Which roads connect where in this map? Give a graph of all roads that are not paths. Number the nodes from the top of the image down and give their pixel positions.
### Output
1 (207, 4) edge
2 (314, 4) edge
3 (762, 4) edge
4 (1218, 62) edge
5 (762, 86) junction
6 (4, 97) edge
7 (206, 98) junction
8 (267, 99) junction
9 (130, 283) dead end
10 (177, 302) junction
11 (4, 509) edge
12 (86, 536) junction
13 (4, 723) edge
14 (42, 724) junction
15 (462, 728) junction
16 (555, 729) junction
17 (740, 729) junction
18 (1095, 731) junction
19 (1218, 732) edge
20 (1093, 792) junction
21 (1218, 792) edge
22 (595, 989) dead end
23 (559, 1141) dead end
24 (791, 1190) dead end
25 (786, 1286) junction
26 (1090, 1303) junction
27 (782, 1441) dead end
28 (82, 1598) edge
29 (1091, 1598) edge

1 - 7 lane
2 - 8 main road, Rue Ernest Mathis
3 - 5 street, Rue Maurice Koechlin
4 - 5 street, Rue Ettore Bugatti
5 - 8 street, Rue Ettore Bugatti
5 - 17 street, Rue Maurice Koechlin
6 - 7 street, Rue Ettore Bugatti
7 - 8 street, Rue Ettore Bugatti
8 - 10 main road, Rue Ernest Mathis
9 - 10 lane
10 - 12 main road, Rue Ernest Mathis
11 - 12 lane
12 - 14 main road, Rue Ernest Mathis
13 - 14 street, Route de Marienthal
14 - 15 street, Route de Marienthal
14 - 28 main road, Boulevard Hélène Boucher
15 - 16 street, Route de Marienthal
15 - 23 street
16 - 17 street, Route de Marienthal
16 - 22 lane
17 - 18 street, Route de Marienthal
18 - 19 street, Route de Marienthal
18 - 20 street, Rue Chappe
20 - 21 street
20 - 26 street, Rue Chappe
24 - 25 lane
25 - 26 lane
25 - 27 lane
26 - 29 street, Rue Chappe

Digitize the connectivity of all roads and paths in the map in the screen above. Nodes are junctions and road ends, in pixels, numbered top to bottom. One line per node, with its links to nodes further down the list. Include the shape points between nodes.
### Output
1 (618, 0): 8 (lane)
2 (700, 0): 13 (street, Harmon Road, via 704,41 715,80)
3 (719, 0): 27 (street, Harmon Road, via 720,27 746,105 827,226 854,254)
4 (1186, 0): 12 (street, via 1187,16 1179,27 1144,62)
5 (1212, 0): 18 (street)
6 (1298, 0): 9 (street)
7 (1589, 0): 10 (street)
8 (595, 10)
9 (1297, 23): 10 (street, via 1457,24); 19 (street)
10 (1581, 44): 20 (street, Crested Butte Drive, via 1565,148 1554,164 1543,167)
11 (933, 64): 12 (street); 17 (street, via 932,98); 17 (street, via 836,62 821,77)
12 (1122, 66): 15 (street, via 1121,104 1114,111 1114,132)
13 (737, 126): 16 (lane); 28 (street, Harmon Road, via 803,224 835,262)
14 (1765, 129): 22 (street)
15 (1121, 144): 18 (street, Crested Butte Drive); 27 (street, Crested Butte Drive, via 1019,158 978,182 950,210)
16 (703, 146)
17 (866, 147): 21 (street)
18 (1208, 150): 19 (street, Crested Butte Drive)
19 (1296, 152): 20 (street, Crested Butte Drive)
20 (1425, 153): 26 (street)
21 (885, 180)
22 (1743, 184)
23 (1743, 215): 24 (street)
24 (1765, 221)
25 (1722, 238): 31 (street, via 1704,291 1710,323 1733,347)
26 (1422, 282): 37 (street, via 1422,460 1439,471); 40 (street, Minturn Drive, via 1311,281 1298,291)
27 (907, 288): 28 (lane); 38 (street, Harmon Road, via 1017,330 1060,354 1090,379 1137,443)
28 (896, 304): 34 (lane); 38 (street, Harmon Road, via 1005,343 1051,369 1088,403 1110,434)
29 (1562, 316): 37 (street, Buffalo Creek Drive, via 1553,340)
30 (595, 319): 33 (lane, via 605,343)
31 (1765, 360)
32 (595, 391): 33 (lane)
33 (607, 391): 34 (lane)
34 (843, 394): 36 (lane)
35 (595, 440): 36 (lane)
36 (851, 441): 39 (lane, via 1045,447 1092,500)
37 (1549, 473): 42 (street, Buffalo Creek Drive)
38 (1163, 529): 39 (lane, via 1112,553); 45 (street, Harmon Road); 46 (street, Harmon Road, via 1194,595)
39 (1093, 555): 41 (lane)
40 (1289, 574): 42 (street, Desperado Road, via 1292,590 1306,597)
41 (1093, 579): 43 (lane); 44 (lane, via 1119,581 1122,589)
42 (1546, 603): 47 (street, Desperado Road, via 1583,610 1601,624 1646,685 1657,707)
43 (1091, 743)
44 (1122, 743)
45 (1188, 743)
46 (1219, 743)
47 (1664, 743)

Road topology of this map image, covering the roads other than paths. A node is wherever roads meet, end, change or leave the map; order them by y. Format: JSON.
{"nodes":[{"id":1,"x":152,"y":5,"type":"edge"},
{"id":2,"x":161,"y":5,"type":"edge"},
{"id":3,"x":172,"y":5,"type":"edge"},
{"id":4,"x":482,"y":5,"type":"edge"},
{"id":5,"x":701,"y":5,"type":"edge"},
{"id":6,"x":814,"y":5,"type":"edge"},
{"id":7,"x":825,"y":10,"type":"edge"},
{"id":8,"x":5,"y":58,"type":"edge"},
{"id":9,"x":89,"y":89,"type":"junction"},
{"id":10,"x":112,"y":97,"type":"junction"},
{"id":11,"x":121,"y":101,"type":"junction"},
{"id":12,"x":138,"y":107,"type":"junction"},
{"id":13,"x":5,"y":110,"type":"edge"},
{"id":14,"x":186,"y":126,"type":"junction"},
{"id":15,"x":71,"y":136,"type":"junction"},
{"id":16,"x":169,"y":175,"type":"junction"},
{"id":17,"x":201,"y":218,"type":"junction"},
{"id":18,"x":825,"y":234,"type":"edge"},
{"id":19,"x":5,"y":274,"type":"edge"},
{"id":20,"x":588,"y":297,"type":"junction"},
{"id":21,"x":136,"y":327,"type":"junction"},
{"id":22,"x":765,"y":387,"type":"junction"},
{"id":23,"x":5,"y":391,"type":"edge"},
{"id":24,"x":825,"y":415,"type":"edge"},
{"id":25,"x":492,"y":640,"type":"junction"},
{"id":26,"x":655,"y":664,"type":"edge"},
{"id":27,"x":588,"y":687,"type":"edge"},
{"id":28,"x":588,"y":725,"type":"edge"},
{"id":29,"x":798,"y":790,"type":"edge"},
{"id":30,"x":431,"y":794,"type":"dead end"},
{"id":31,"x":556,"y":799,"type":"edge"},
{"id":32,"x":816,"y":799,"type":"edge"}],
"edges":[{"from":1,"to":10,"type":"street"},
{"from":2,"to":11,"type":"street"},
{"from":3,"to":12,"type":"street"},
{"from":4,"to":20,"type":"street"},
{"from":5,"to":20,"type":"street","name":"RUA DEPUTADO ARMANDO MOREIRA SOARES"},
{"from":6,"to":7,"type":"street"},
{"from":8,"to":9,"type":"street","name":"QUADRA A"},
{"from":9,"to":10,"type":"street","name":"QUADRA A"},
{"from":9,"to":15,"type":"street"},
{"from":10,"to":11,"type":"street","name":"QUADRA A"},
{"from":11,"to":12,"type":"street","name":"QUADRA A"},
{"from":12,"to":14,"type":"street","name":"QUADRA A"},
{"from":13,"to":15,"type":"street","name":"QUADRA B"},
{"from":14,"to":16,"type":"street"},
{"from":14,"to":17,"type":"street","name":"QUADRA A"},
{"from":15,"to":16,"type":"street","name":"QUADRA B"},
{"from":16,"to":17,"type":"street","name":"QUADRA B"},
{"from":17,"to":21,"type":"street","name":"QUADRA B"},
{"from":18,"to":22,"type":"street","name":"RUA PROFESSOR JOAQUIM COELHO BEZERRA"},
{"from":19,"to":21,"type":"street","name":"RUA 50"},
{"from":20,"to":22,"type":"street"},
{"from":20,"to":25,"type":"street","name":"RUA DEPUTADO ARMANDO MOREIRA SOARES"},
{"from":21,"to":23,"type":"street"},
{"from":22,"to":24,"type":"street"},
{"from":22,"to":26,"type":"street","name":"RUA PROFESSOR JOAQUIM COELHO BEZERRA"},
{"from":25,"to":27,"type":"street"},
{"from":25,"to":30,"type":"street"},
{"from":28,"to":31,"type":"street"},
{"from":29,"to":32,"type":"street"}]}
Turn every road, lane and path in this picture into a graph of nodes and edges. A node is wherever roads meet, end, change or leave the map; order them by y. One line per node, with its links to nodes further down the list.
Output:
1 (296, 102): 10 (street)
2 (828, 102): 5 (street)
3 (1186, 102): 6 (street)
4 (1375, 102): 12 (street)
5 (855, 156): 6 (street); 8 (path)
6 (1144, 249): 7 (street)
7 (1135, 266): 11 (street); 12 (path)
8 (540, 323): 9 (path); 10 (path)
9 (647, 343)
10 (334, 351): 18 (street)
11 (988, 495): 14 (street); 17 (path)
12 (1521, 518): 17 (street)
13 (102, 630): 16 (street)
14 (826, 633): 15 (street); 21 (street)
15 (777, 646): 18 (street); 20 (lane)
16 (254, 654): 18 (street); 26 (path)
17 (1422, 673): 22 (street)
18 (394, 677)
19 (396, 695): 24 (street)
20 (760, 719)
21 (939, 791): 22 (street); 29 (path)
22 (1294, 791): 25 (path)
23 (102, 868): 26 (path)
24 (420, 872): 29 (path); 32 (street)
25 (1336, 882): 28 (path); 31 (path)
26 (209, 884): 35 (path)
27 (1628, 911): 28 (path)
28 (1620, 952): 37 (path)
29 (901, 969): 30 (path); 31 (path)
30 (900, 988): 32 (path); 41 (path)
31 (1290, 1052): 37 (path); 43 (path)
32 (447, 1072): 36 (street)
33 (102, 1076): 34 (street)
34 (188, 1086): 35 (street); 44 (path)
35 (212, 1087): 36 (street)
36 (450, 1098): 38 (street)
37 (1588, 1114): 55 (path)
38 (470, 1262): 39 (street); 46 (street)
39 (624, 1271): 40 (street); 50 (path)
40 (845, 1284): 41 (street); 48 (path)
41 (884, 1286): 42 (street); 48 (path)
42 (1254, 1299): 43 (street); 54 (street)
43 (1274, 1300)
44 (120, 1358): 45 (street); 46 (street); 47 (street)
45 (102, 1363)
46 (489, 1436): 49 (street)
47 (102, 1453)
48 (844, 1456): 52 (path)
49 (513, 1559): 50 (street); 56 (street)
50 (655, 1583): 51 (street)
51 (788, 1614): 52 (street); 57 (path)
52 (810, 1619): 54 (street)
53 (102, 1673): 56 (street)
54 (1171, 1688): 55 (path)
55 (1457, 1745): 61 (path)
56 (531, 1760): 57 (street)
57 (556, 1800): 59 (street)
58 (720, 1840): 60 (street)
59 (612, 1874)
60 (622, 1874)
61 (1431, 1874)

- [Task statement]:
Take every line above where "Harmon" appears and copy it.

- [Answer for this exercise]:
2 (700, 0): 13 (street, Harmon Road, via 704,41 715,80)
3 (719, 0): 27 (street, Harmon Road, via 720,27 746,105 827,226 854,254)
13 (737, 126): 16 (lane); 28 (street, Harmon Road, via 803,224 835,262)
27 (907, 288): 28 (lane); 38 (street, Harmon Road, via 1017,330 1060,354 1090,379 1137,443)
28 (896, 304): 34 (lane); 38 (street, Harmon Road, via 1005,343 1051,369 1088,403 1110,434)
38 (1163, 529): 39 (lane, via 1112,553); 45 (street, Harmon Road); 46 (street, Harmon Road, via 1194,595)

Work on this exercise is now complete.